-- Source records follows --
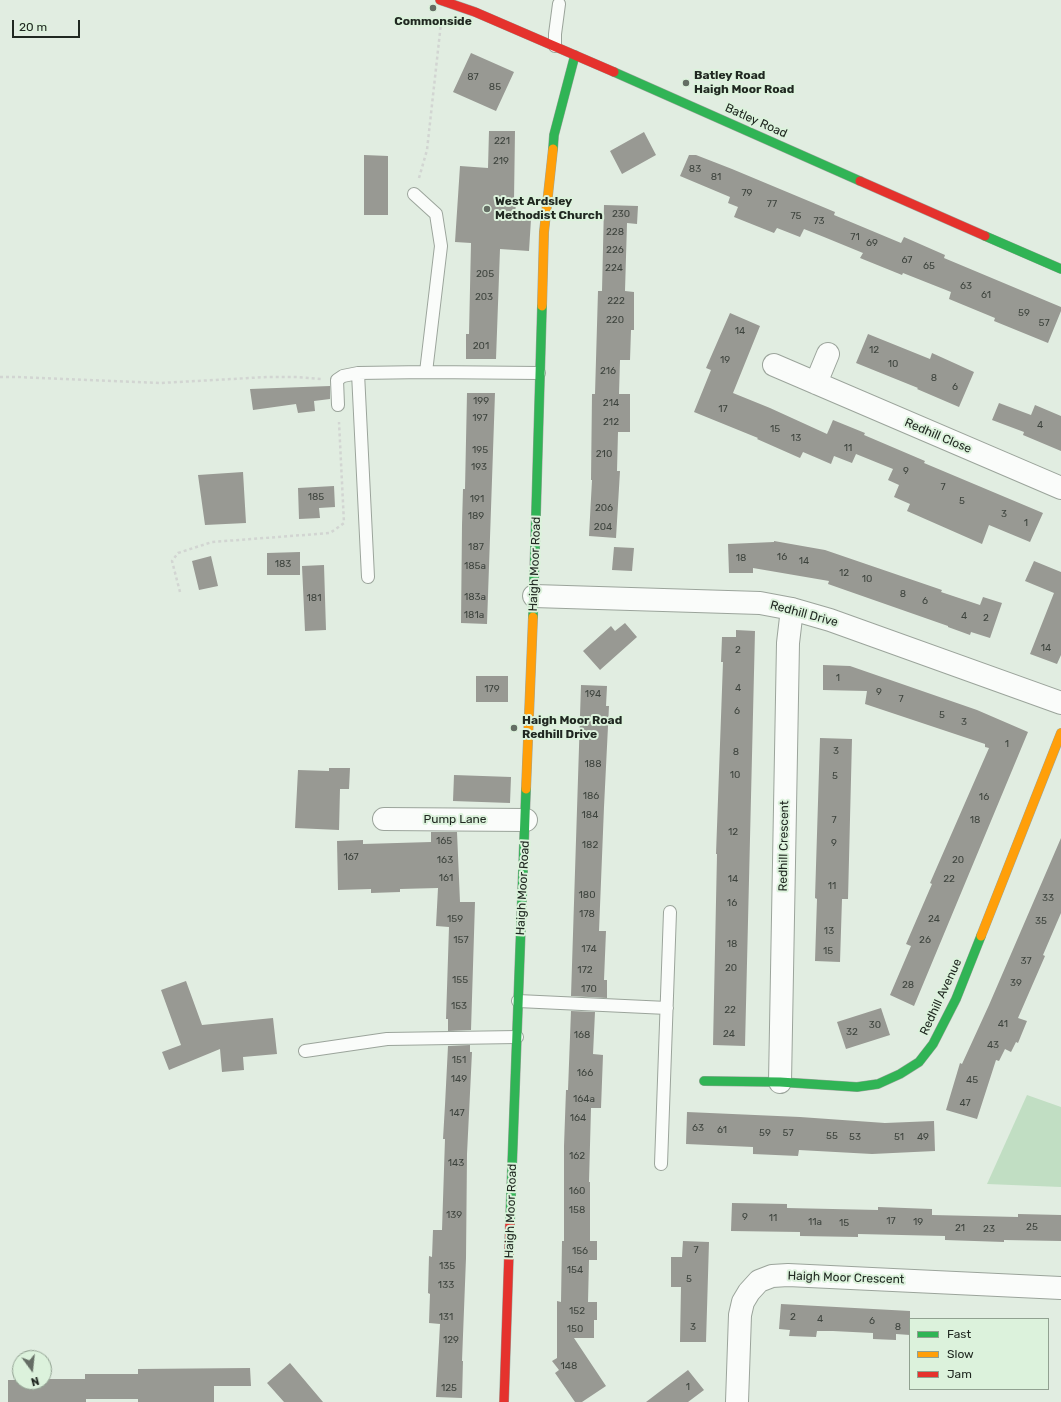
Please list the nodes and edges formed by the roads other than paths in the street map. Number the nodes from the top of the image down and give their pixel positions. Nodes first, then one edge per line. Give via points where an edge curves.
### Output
1 (442, 0) edge
2 (560, 4) dead end
3 (555, 46) junction
4 (575, 55) junction
5 (414, 194) road end
6 (1061, 269) edge
7 (828, 354) dead end
8 (774, 365) dead end
9 (426, 372) junction
10 (358, 373) junction
11 (539, 373) junction
12 (816, 383) junction
13 (338, 405) road end
14 (1061, 488) edge
15 (368, 577) dead end
16 (534, 596) junction
17 (792, 609) junction
18 (1061, 703) edge
19 (1061, 733) edge
20 (384, 819) dead end
21 (526, 820) junction
22 (670, 912) dead end
23 (518, 1001) junction
24 (666, 1008) junction
25 (517, 1037) junction
26 (306, 1051) dead end
27 (704, 1081) dead end
28 (780, 1082) junction
29 (661, 1164) dead end
30 (1061, 1288) edge
31 (504, 1402) edge
32 (737, 1402) edge

1 - 3 street, Batley Road
2 - 3 lane
3 - 4 street, Batley Road
4 - 6 street, Batley Road
4 - 11 street, Haigh Moor Road via 554,135 544,232
5 - 9 lane via 436,214 441,246
7 - 12 street
8 - 12 street, Redhill Close
9 - 10 lane
9 - 11 lane
10 - 13 lane via 337,380
10 - 15 lane
11 - 16 street, Haigh Moor Road
12 - 14 street, Redhill Close
16 - 17 street, Redhill Drive via 760,603
16 - 21 street, Haigh Moor Road
17 - 18 street, Redhill Drive via 830,620
17 - 28 street, Redhill Crescent via 788,643
19 - 28 street, Redhill Avenue via 956,999 933,1044 919,1062 878,1084 857,1087
20 - 21 street, Pump Lane
21 - 23 street, Haigh Moor Road
22 - 24 lane
23 - 24 lane
23 - 25 street, Haigh Moor Road
24 - 29 lane
25 - 26 lane via 387,1039
25 - 31 street, Haigh Moor Road
27 - 28 street, Redhill Avenue
30 - 32 street, Haigh Moor Crescent via 772,1276 759,1281 743,1302 740,1315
-- Source records concluded --
### What is required
Go through the records and report each line that contains "Haigh".

### Answer box
4 - 11 street, Haigh Moor Road via 554,135 544,232
11 - 16 street, Haigh Moor Road
16 - 21 street, Haigh Moor Road
21 - 23 street, Haigh Moor Road
23 - 25 street, Haigh Moor Road
25 - 31 street, Haigh Moor Road
30 - 32 street, Haigh Moor Crescent via 772,1276 759,1281 743,1302 740,1315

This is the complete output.